3 – A ESTRATÉGIA DA GRADAÇÃO
Para fazer com que se aceite uma medida inaceitável, basta aplicá-la gradativamente, a conta-gotas, por anos consecutivos. É dessa maneira que condições socioeconômicas radicalmente novas (neoliberalismo) foram impostas durante as décadas de 1980 e 1990: Estado mínimo, privatizações, precariedade, flexibilidade, desemprego em massa, salários que já não asseguram ingressos decentes, tantas mudanças que haveriam provocado uma revolução se tivessem sido aplicadas de uma só vez.

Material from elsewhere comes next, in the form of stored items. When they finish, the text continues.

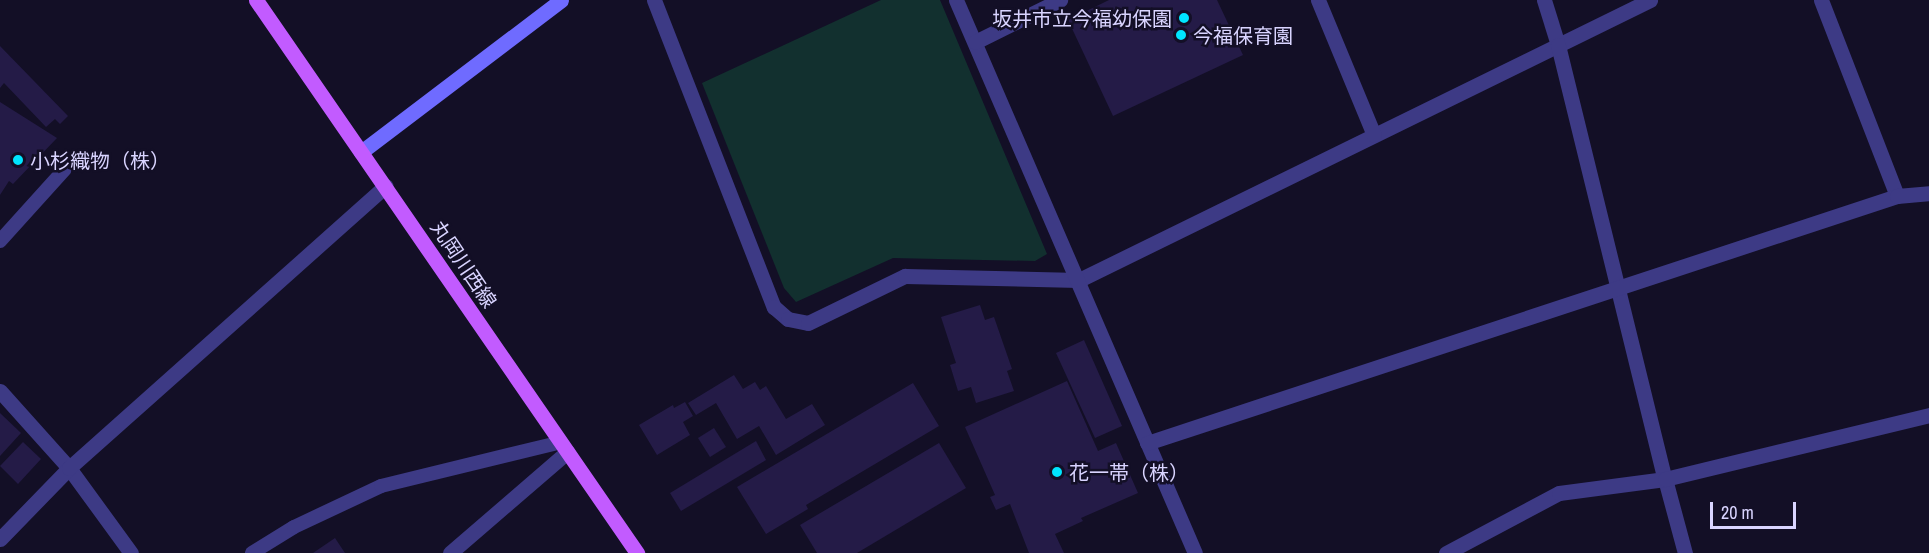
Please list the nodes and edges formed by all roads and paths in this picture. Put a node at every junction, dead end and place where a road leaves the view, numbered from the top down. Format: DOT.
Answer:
graph roads {
  1 [pos="256,0"];
  2 [pos="561,0"];
  3 [pos="654,0"];
  4 [pos="956,0"];
  5 [pos="1060,0"];
  6 [pos="1318,0"];
  7 [pos="1544,0"];
  8 [pos="1650,0"];
  9 [pos="1821,0"];
  10 [pos="975,42"];
  11 [pos="1558,45"];
  12 [pos="1374,135"];
  13 [pos="361,152"];
  14 [pos="65,169"];
  15 [pos="385,186"];
  16 [pos="1929,193"];
  17 [pos="1897,196"];
  18 [pos="0,241"];
  19 [pos="1079,280"];
  20 [pos="1618,288"];
  21 [pos="0,391"];
  22 [pos="1929,415"];
  23 [pos="1148,443"];
  24 [pos="564,447"];
  25 [pos="69,468"];
  26 [pos="1665,480"];
  27 [pos="0,539"];
  28 [pos="1193,552"];
  29 [pos="131,553"];
  30 [pos="252,553"];
  31 [pos="450,553"];
  32 [pos="637,553"];
  33 [pos="1446,553"];
  34 [pos="1685,553"];
  1 -- 13 [label="main road, 丸岡川西線"];
  2 -- 13 [label="street"];
  3 -- 19 [label="street"];
  4 -- 10 [label="street"];
  5 -- 10 [label="street"];
  6 -- 12 [label="street"];
  7 -- 11 [label="street"];
  8 -- 11 [label="street"];
  9 -- 17 [label="street"];
  10 -- 19 [label="street"];
  11 -- 12 [label="street"];
  11 -- 20 [label="street"];
  12 -- 19 [label="street"];
  13 -- 15 [label="main road, 丸岡川西線"];
  14 -- 18 [label="lane"];
  15 -- 24 [label="main road, 丸岡川西線"];
  15 -- 25 [label="street"];
  16 -- 17 [label="street"];
  17 -- 20 [label="street"];
  19 -- 23 [label="street"];
  20 -- 23 [label="street"];
  20 -- 26 [label="street"];
  21 -- 25 [label="street"];
  22 -- 26 [label="street"];
  23 -- 28 [label="street"];
  24 -- 30 [label="lane"];
  24 -- 31 [label="street"];
  24 -- 32 [label="main road, 丸岡川西線"];
  25 -- 27 [label="street"];
  25 -- 29 [label="street"];
  26 -- 33 [label="street"];
  26 -- 34 [label="street"];
}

4 – A ESTRATÉGIA DO DEFERIDO
Outra maneira de se fazer aceitar uma decisão impopular é a de apresentá-la como sendo "dolorosa e necessária", obtendo a aceitação pública, no momento, para uma aplicação futura. É mais fácil aceitar um sacrifício futuro do que um sacrifício imediato. Primeiro, porque o esforço não é empregado imediatamente. Em seguida, porque o público, a massa, tem sempre a tendência a esperar ingenuamente que "tudo irá melhorar amanhã" e que o sacrifício exigido poderá ser evitado. Isto dá mais tempo ao público para acostumar-se com a idéia de mudança e de aceitá-la com resignação quando chegue o momento.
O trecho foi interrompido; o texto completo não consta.